* * *
14 апреля 1532 года король назначает его хранителем драгоценностей. С этого поста, сказал Генри Уайетт, вы сможете наблюдать за королевскими доходами и расходами.
Король кричит во всеуслышание:
– Почему, скажите, почему я не могу дать место при дворе сыну честного кузнеца?
Он улыбается про себя такой характеристике Уолтера, куда более лестной, чем все, что навыдумывал испанский посол. Король говорит:
– Тем, кто вы сейчас, вас сделал я. И никто другой.

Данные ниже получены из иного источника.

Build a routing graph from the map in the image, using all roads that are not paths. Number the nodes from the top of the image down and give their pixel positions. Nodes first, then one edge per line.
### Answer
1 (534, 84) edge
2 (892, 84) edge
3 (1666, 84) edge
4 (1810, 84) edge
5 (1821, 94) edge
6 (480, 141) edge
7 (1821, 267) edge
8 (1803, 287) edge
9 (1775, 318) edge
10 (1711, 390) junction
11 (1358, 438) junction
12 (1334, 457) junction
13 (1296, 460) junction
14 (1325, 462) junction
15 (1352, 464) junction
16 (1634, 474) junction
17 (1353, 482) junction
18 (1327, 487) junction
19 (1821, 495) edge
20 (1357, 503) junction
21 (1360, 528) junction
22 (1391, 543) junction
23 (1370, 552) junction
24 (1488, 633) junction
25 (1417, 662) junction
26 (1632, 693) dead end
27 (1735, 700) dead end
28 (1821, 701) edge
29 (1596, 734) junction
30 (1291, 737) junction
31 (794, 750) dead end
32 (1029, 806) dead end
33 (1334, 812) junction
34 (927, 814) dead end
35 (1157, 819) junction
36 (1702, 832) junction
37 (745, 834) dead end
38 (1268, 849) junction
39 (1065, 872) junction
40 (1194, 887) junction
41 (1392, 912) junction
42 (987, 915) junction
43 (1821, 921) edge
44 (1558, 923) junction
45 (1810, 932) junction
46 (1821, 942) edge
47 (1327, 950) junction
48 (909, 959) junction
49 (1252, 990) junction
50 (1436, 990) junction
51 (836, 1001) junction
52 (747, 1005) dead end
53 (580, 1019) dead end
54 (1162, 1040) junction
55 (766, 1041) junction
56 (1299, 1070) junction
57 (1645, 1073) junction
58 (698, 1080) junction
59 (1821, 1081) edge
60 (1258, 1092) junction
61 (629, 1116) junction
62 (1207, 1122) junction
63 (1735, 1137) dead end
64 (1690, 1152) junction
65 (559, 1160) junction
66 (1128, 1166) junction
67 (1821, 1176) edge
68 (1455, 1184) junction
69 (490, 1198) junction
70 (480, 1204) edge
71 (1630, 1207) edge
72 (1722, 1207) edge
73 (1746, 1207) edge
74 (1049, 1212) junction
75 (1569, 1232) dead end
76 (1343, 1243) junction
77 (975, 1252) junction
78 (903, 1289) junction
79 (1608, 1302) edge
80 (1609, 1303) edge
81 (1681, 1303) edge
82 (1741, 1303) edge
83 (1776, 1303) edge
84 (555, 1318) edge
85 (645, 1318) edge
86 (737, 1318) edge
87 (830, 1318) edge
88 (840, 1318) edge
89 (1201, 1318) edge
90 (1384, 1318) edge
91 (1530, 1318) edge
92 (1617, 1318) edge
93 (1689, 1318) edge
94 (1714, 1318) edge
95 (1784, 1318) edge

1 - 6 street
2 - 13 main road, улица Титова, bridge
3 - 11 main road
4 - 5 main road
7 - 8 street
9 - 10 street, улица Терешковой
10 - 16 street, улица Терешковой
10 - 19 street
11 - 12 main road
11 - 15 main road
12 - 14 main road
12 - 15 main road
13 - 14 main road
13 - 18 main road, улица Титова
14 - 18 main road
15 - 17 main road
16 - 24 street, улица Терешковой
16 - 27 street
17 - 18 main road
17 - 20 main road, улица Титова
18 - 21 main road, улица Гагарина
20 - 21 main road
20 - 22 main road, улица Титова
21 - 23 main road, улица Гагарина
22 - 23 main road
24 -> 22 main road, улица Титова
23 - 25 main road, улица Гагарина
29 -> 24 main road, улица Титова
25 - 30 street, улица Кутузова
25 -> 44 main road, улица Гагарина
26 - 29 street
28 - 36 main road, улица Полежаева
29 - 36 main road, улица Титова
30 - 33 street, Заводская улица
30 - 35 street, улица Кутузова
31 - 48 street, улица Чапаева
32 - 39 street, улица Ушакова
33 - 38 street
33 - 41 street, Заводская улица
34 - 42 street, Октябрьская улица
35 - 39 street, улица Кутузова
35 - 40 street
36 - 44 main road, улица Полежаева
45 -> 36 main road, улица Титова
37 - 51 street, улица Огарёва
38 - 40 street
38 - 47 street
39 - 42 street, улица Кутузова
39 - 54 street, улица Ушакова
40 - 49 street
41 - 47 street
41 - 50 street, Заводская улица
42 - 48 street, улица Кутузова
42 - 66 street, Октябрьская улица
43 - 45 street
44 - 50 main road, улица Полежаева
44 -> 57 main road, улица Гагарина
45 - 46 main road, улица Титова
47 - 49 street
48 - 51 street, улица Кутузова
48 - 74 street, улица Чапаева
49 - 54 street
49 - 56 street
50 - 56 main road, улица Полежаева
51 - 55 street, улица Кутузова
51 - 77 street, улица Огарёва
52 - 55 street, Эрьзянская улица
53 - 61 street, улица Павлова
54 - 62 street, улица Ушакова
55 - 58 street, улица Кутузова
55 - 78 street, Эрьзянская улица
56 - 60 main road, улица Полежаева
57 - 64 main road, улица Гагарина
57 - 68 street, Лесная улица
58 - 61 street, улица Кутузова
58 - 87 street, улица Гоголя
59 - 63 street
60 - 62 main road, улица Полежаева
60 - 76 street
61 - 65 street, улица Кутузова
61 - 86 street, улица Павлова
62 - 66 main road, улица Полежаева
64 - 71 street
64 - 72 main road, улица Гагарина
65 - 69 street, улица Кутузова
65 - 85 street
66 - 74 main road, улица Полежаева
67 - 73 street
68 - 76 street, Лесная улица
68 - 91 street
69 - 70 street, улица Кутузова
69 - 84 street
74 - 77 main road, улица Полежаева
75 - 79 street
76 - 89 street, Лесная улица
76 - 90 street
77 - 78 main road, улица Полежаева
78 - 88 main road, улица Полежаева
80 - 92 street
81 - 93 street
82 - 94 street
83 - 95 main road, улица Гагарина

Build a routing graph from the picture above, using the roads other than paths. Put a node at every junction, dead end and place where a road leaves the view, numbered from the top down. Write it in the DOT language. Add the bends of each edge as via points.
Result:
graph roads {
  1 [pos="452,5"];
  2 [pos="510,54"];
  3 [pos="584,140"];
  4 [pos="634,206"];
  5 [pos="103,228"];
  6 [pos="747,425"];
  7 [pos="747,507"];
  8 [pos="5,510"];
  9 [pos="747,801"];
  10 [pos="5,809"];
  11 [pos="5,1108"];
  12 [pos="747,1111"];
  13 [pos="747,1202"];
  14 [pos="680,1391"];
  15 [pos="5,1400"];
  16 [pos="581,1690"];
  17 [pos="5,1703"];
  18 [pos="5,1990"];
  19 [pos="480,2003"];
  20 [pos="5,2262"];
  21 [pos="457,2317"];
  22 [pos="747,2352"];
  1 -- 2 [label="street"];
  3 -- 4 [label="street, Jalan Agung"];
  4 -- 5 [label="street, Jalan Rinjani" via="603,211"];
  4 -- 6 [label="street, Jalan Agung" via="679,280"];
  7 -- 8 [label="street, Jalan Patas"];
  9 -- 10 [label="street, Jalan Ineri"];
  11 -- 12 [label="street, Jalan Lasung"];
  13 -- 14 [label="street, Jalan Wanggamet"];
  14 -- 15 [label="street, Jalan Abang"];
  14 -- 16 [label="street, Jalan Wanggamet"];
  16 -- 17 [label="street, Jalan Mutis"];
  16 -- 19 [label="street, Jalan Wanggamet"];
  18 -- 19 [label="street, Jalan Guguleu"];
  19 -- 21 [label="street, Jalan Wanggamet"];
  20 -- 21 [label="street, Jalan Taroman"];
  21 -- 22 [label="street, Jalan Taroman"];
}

Все, что у вас есть, – от меня.
Трудно обижаться на короля за эту детскую радость. Генрих в последнее время так благодушен, так сговорчив и щедр – надо прощать ему мелкие проявления тщеславия. Кардинал говорил, англичане простят королю все, кроме новой подати. И еще кардинал говорил, не важно, как официально зовется пост. Пусть только другой член совета на время отвернется: когда посмотрит снова, он увидит, что я выполняю его работу.
Как-то апрельским днем он сидит в вестминстерском присутствии, и туда входит Хью Латимер, только что из Ламбетского дворца, где находился под стражей.
– Ну? – говорит Хью. – Извольте оторваться от своей писанины и пожать мне руку.
Он встает из-за стола и обнимает Хью: пыльная черная куртка, мышцы, кости.
– Так вы произнесли перед Уорхемом речь?
– Экспромтом, по обыкновению. Она лилась сама, как из уст младенца. Может, старик, чувствуя близость собственного конца, утратил вкус к сожжениям. Он весь усох, словно стручок на солнце, и слышно, как громыхают кости. Так или иначе, я перед вами.
– В каких условиях вас держали?
– Голые стены – моя библиотека. По счастью, я все нужные тексты ношу в голове. Уорхем отпустил меня с предупреждением. Сказал, если я не понюхал огня, то понюхал дыма. Мне такое и раньше говорили. Уж, наверное, лет десять, как я стоял по обвинению в ереси перед Багряным Зверем. – Смеется. – Но Вулси вернул мне разрешение проповедовать. И еще поцеловал на прощанье. И перед этим сытно накормил. Итак? Скоро ли у нас будет королева, любящая слово Божье?
Он пожимает плечами.
– Мы… послы ведут переговоры с французами. Дело движется к миру. У Франциска целая свора кардиналов, их голоса в Риме будут не лишними.
– По-прежнему пресмыкаемся перед Римом?
– Приходится.
– Мы должны обратить Генриха. Обратить его к слову Божию.
– Возможно. Но не сразу. Постепенно.